Aspects psychologiques

 


Prise en charge et accompagnement d'un malade cancéreux à tous les stades de la maladie. Traitement symptomatique, modalité et surveillance. Aspects psychologiques, éthiques et sociaux (142)
Docteur Guillemette LAVAL - Août 2003



3.2. Aspects psychologiques (D. Roisin, G. Laval)


L'évidence de la vie ne va plus de soi dès lors que le médecin a prononcé le mot "cancer", "tumeur" ou "leucémie". Les paroles des malades témoignent de l'empreinte que laisse, jusque dans les profondeurs de la psyché, la parole médicale liée à l'annonce, la récidive ou l'évolution péjorative.

L'expérience émotionnelle est d'une extrême violence car l'impact du cancer dans le corps fissure l'image de soi devant le miroir. La pensée, jadis tremplin de l'élan vital, est également ébranlée dans ses certitudes. En effet, le cancer dans son évolution péjorative ou même sa rémission, met en danger les repères que s'est construit la psyché sur le fil du temps. Le futur s'écroule, le passé est révolu et le présent est impensable.

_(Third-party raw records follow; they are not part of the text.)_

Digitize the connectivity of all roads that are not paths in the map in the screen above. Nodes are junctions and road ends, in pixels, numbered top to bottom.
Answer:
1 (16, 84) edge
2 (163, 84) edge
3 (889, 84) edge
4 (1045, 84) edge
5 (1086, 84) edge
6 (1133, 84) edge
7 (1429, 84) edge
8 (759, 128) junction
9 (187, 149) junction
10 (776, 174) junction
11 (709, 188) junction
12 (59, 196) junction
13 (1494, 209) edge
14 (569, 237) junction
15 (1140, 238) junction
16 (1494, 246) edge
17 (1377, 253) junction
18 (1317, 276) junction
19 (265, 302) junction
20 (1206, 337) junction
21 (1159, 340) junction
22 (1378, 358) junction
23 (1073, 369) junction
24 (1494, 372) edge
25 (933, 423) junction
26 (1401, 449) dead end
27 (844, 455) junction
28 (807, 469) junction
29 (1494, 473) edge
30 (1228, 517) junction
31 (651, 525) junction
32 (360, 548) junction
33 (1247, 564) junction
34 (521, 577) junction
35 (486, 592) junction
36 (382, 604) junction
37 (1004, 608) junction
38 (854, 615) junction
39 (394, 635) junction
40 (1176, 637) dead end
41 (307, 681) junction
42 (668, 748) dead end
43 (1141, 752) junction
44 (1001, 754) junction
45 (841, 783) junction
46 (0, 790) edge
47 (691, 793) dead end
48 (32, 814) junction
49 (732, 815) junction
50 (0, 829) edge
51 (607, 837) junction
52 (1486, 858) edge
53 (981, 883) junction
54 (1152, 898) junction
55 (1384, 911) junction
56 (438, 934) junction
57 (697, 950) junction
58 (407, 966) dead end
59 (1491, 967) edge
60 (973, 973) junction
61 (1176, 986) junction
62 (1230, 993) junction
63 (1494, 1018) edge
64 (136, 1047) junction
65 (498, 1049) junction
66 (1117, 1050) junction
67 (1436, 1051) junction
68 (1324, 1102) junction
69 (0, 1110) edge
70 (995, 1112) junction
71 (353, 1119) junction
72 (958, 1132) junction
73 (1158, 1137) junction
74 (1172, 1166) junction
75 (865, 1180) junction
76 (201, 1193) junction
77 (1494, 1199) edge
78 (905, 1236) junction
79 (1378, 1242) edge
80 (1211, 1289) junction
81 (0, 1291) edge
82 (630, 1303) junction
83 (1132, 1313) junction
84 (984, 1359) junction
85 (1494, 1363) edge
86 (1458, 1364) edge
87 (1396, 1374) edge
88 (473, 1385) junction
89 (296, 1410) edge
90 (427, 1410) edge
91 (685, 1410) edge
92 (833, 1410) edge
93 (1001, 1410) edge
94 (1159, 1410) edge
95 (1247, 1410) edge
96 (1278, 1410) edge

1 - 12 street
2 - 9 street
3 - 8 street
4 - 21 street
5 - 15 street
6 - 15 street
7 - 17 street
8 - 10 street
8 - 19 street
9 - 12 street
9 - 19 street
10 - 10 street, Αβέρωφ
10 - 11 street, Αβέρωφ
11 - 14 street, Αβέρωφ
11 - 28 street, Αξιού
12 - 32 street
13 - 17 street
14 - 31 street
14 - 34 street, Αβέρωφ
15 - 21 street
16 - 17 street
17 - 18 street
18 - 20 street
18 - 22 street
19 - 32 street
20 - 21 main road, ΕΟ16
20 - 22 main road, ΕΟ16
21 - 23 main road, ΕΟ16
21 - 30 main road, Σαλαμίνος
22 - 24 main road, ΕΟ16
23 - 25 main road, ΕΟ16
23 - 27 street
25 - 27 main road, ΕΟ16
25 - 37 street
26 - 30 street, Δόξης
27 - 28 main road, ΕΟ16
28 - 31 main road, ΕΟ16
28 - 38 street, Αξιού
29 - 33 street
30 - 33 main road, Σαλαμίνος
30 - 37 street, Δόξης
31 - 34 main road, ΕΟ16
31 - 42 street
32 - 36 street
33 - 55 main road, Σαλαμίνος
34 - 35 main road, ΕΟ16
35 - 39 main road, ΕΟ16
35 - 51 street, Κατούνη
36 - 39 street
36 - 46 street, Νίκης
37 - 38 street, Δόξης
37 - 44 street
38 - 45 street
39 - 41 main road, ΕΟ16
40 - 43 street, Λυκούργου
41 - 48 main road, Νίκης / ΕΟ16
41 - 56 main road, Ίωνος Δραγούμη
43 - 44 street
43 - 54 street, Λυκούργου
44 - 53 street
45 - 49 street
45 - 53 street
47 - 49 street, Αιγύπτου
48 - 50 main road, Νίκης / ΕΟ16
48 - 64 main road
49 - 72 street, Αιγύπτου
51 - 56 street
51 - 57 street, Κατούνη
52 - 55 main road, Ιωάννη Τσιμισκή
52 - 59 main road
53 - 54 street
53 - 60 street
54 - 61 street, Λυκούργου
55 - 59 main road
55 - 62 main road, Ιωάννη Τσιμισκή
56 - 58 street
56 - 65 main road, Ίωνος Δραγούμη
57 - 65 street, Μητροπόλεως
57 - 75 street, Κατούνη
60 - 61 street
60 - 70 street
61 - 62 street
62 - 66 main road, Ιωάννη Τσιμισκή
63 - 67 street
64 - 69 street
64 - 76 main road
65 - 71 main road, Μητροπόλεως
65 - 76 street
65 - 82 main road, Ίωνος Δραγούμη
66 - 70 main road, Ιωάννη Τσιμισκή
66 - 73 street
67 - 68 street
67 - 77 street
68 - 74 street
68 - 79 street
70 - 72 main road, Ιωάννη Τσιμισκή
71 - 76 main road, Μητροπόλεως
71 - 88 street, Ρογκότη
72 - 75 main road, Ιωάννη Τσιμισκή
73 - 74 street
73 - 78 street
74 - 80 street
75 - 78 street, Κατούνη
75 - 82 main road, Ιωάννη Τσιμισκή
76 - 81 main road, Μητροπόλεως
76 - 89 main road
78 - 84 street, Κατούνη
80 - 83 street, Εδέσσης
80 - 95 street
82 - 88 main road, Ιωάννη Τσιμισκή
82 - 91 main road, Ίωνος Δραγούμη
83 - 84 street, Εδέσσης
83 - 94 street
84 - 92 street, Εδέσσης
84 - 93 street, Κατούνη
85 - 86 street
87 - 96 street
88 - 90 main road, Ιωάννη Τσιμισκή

Epreuve du doute, le cancer entraîne une variété d'attitudes intra-psychiques conscientes et inconscientes qui atteste de la qualité de la mobilité psychique tout en révélant le sens du travail intérieur de celui ou celle qui traverse cette épreuve. La violence des sentiments et le poids des mécanismes de défense sont des repères, des balises pour traverser sans trop de mal l'épreuve de la maladie qui a modifié le cours des choses de la vie d'un point de vue objectif et subjectif.

L'absence d'affects ou l'enlisement de ceux-ci, ou encore l'aspect figé des mécanismes de défense doit nous interpeller. Il est important de les repérer du fait du risque pour le patient d'évoluer dans des modes de fonctionnement plus archaïques.

Les anxiétés et les angoisses dépressives ne manquent pas d'émerger car le cancer est une expérience d'effondrement psychique dans laquelle la question de l'existence-même se pose. Il y a une difficulté, voire une impossibilité d'entendre d'ou le rejet des affects avant même qu'ils ne se soient présentés dans la psyché qui s'enferme alors dans le déni. C'est parce que l'angoisse dépressive du cancer est vécue comme une amputation d'une partie de soi que peut s'installer un clivage. Celui-ci représente un mode de fonctionnement à soi et à l'autre, le temps nécessaire pour assimiler les informations médicales. Si l'angoisse dépressive n'envahit pas tout le champ de la psyché alors l'expérience d'effondrement peut se muer en un travail psychique qui s'ouvre vers des possibilités de retrouvaille de soi à soi, puis de soi à l'autre.

Le travail du psychologue consiste à soutenir l'épreuve de l'effondrement et à restaurer l'identité du sujet dans une remise en jeu du désir.